The ratings reflect GBG’s moderate construction order book, its low counterparty risk from the largely government-related construction contracts, and its earnings visibility through 2024. The key moderating factor is the challenging operating environment for construction players amid rising raw materials and labour costs.
GBG was established in 2010 mainly as a construction company following a merger of four entities and was listed on Bursa Malaysia in 2012. A restructuring exercise in 2016 under a new management was undertaken to streamline business operations. We note that over the years, GBG has built a track record in undertaking government-related construction projects. As at end-March 2022, its construction order book of RM1.2 billion comprises contracts for Sungai Besi-Ulu Kelang Elevated Expressway (SUKE), Pusat Pentadbiran Sultan Ahmad Shah (PPSAS), East Coast Rail Link (ECRL), Light Rail Transit 3 (LRT3) and PR1MA Gambang (affordable housing), among others. As its construction projects are largely with the government, counterparty credit risk is deemed low. We understand that the group is currently tendering for new government-related infrastructure projects amounting to between RM800 million and RM1.0 billion.

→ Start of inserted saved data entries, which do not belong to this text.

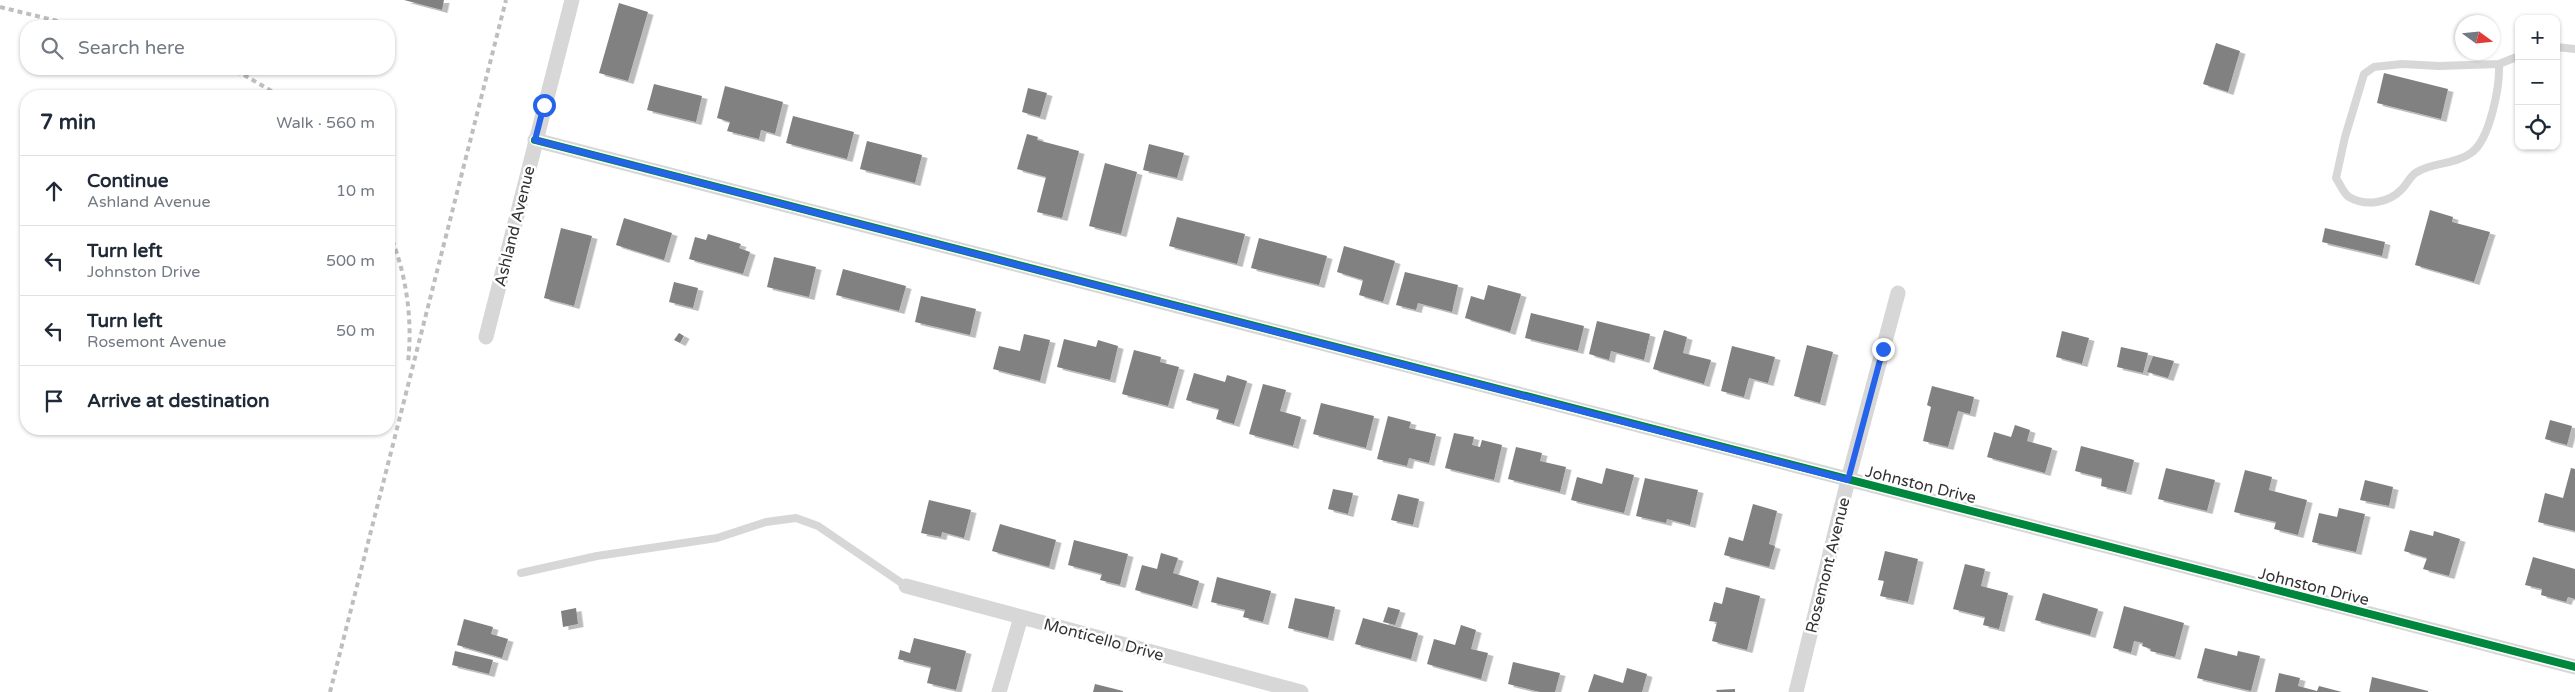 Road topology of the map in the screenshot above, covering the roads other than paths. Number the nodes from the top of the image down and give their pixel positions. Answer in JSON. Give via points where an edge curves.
{"nodes":[{"id":1,"x":572,"y":0,"type":"edge"},
{"id":2,"x":2560,"y":47,"type":"edge"},
{"id":3,"x":2575,"y":49,"type":"edge"},
{"id":4,"x":2515,"y":58,"type":"edge"},
{"id":5,"x":2499,"y":64,"type":"junction"},
{"id":6,"x":535,"y":140,"type":"junction"},
{"id":7,"x":1898,"y":293,"type":"dead end"},
{"id":8,"x":486,"y":336,"type":"dead end"},
{"id":9,"x":1848,"y":480,"type":"junction"},
{"id":10,"x":521,"y":573,"type":"dead end"},
{"id":11,"x":906,"y":586,"type":"joint"},
{"id":12,"x":1021,"y":617,"type":"junction"},
{"id":13,"x":2575,"y":667,"type":"edge"},
{"id":14,"x":1296,"y":691,"type":"edge"},
{"id":15,"x":999,"y":692,"type":"edge"},
{"id":16,"x":1796,"y":692,"type":"edge"}],
"edges":[{"from":1,"to":6,"type":"street","name":"Ashland Avenue"},
{"from":2,"to":3,"type":"lane"},
{"from":4,"to":5,"type":"lane"},
{"from":5,"to":5,"type":"lane","via":[[2374,66],[2364,74],[2336,178],[2348,196],[2368,203],[2392,198],[2414,173],[2472,153],[2486,134],[2500,75]]},
{"from":6,"to":8,"type":"street","name":"Ashland Avenue"},
{"from":6,"to":9,"type":"street","name":"Johnston Drive"},
{"from":7,"to":9,"type":"street","name":"Rosemont Avenue"},
{"from":9,"to":13,"type":"street","name":"Johnston Drive"},
{"from":9,"to":16,"type":"street","name":"Rosemont Avenue"},
{"from":10,"to":11,"type":"lane","via":[[597,556],[716,538],[766,522],[796,518],[818,526]]},
{"from":11,"to":12,"type":"street","name":"Monticello Drive"},
{"from":12,"to":14,"type":"street","name":"Monticello Drive"},
{"from":12,"to":15,"type":"street"}]} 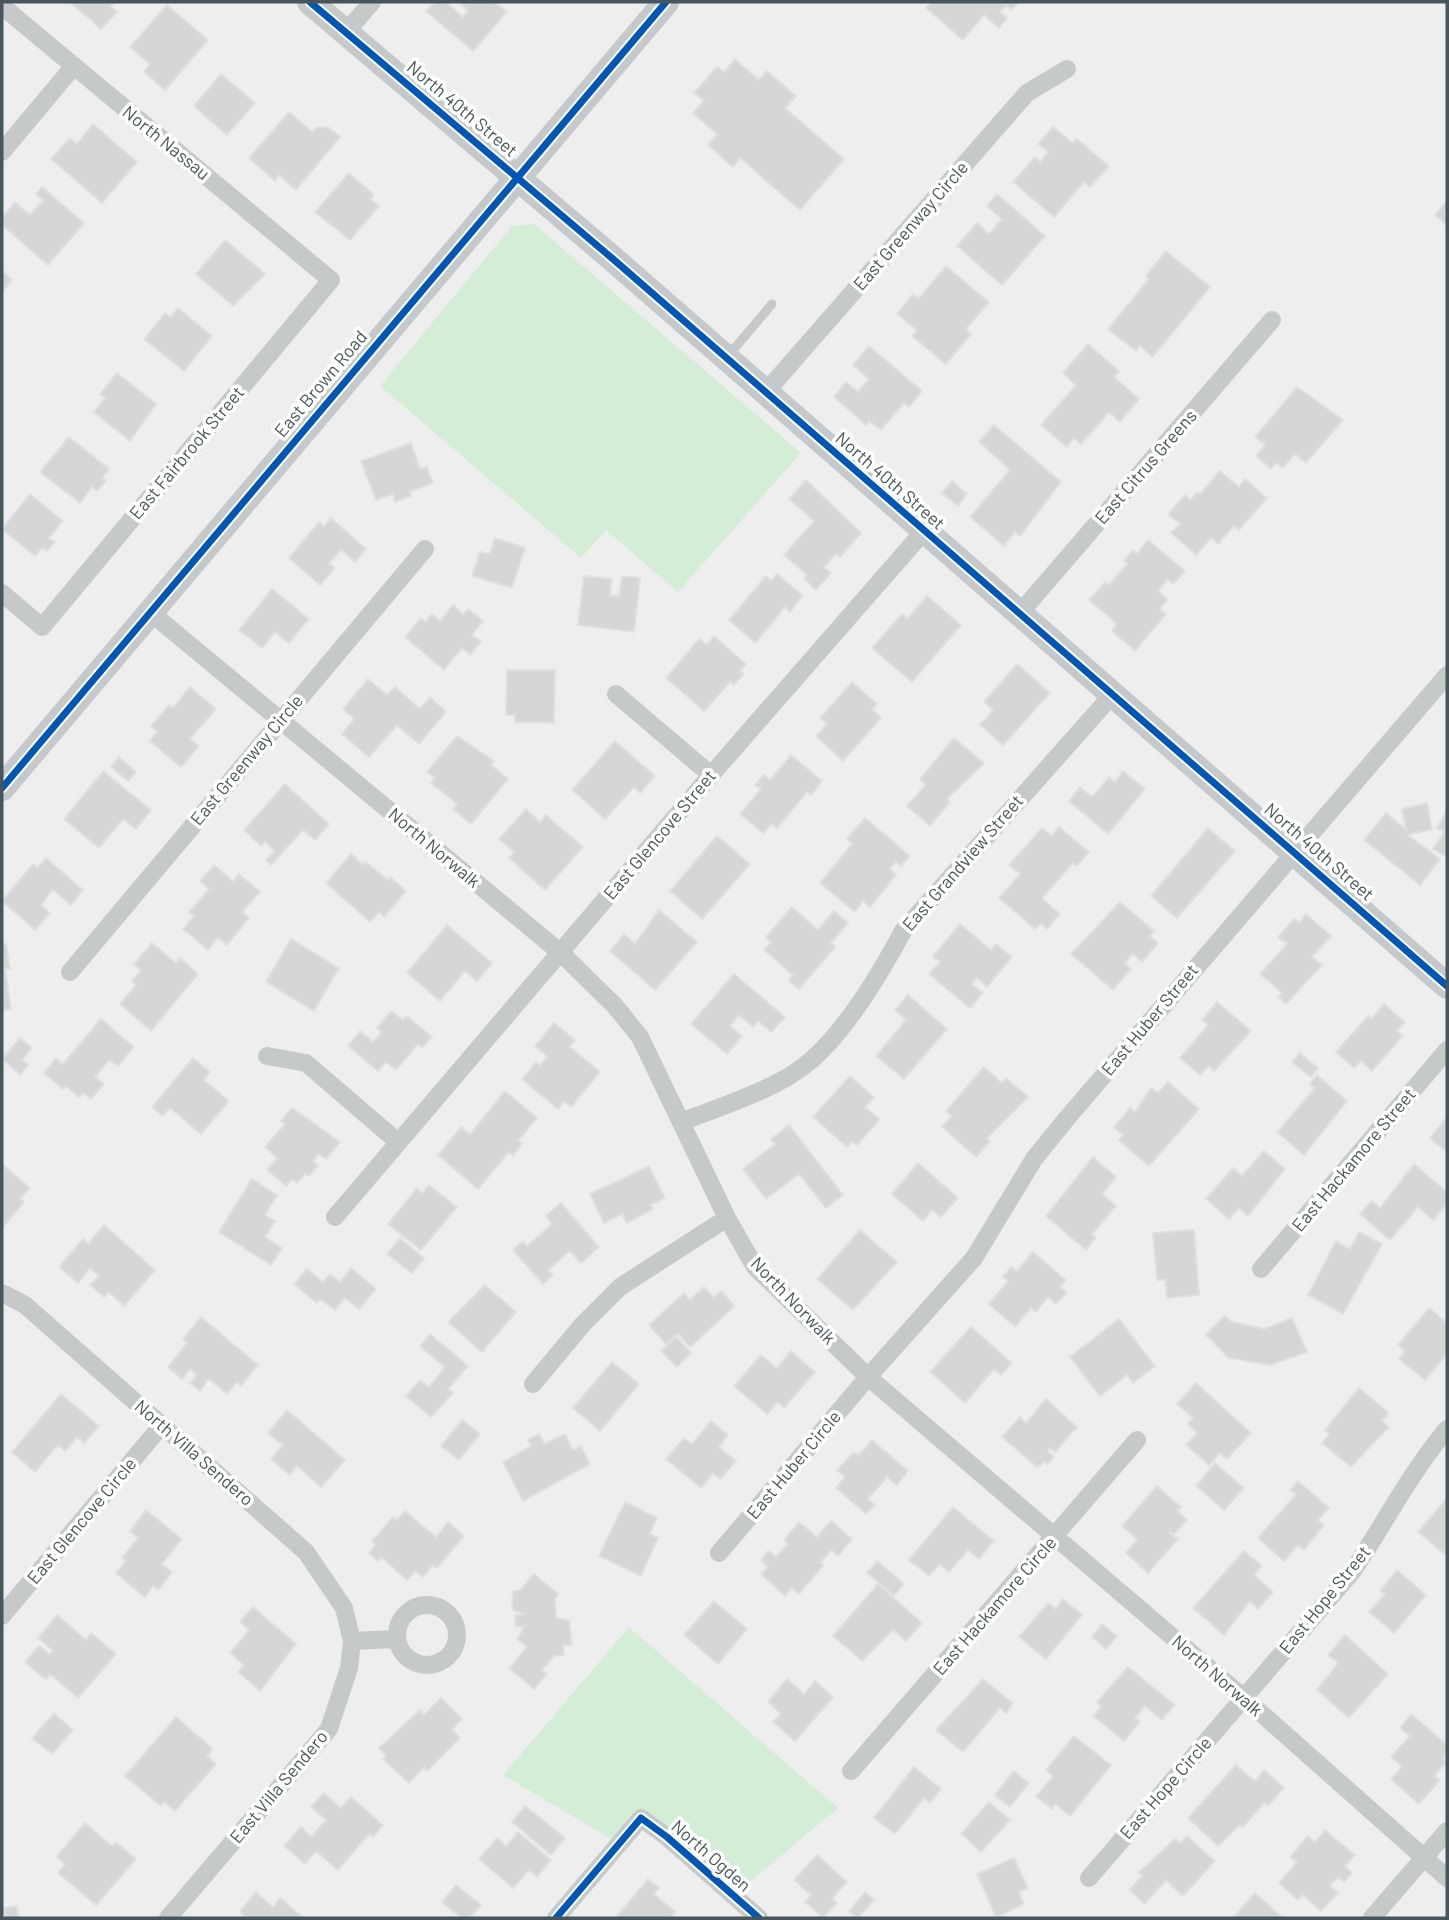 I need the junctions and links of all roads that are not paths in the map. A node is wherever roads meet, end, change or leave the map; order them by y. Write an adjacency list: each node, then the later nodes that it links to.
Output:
1 (310, 2): 5 (street, North 40th Street)
2 (372, 2): 5 (street)
3 (666, 2): 9 (street, East Brown Road)
4 (2, 6): 6 (street, North Nassau)
5 (346, 32): 9 (street, North 40th Street)
6 (73, 67): 8 (street); 10 (street, North Nassau)
7 (1067, 69): 14 (street, East Greenway Circle)
8 (2, 152)
9 (517, 176): 13 (street, North 40th Street); 18 (street, East Brown Road)
10 (331, 280): 17 (street, East Fairbrook Street)
11 (772, 304): 13 (lane)
12 (1272, 320): 19 (street, East Citrus Greens)
13 (725, 359): 14 (street, North 40th Street)
14 (764, 394): 15 (street, North 40th Street)
15 (924, 531): 19 (street, North 40th Street); 24 (street, East Glencove Street)
16 (425, 549): 23 (street, East Greenway Circle)
17 (2, 593)
18 (150, 612): 23 (street, North Norwalk); 25 (street, East Brown Road)
19 (1020, 613): 22 (street, North 40th Street)
20 (1447, 675): 26 (street, East Huber Street)
21 (616, 694): 24 (street)
22 (1113, 694): 26 (street, North 40th Street); 32 (street, East Grandview Street)
23 (280, 720): 27 (street, North Norwalk); 28 (street, East Greenway Circle)
24 (711, 775): 27 (street, East Glencove Street)
25 (2, 788)
26 (1294, 851): 29 (street, North 40th Street); 38 (street, East Huber Street)
27 (561, 953): 32 (street, North Norwalk); 33 (street, East Glencove Street)
28 (70, 972)
29 (1447, 986)
30 (1447, 1050): 36 (street, East Hackamore Street)
31 (267, 1056): 33 (street)
32 (681, 1122): 35 (street, North Norwalk)
33 (398, 1142): 34 (street)
34 (334, 1217)
35 (727, 1218): 38 (street, North Norwalk); 39 (street)
36 (1261, 1269)
37 (2, 1293): 40 (street, North Villa Sendero)
38 (869, 1377): 43 (street, North Norwalk); 44 (street, East Huber Circle)
39 (533, 1384)
40 (162, 1425): 45 (street, East Glencove Circle); 47 (street, North Villa Sendero)
41 (1447, 1429): 48 (street, East Hope Street)
42 (1137, 1440): 43 (street, East Hackamore Circle)
43 (1054, 1537): 48 (street, North Norwalk); 49 (street, East Hackamore Circle)
44 (719, 1553)
45 (2, 1616)
46 (397, 1639): 47 (street)
47 (352, 1641): 54 (street, East Villa Sendero)
48 (1244, 1698): 51 (street, North Norwalk); 52 (street, East Hope Circle)
49 (851, 1771)
50 (1447, 1831): 51 (street)
51 (1424, 1857): 53 (street, North Norwalk); 57 (street)
52 (1088, 1878)
53 (1447, 1878)
54 (168, 1918)
55 (556, 1918): 56 (street, North Ogden)
56 (759, 1918)
57 (1372, 1918)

Over the near term, the PR1MA Gambang and LRT3 projects — which account for about 28% and 22% of GBG’s total order book as at end-March 2022 — will be key earnings drivers. We note that the operating profit margin, which stood at 7.2% in 2021, could come under pressure from the rising raw material costs and labour shortages. This concern would be alleviated to some extent by a government measure to allow construction contractors to submit variation of price (VOP) claims for government-related projects affected by these issues. To date, GBG has submitted VOP claims of about RM30 million.
GBG is also involved in property development and has two ongoing residential projects. E’ Island Lake Heaven Residence in Puchong, Selangor, with a gross development value (GDV) of RM502 million as at end-March 2022 has recorded a 73% take-up rate. Its second project, The Peak, which has a GDV of RM689 million and a take-up rate of 40% is being relaunched following a facelift exercise. Total combined unbilled sales stood at RM360 million.
Group financial performance in recent years largely reflects the timing of progress billings on its projects. For 2021, GBG achieved a pre-tax profit of RM25.7 million following a pre-tax loss of RM59.5 million in 2020 due to the impact of the pandemic. In 1Q2022, pre-tax profit was RM6.6 million. Total borrowings of RM298 million as at end-March 2022 translated to gross and net debt-to-equity ratios of 0.61x and 0.30x. We note that about 66% of borrowings are mostly short-term and construction-financing related.
Proceeds of up to RM50 million ICP from the initial issuance under the proposed programme will be largely used to refinance its existing loans and the balance for working capital requirements. Over the near term, about RM80 million cash is expected to be free from encumbrances following the completion of construction projects. This would provide some financial flexibility to meet any working capital needs.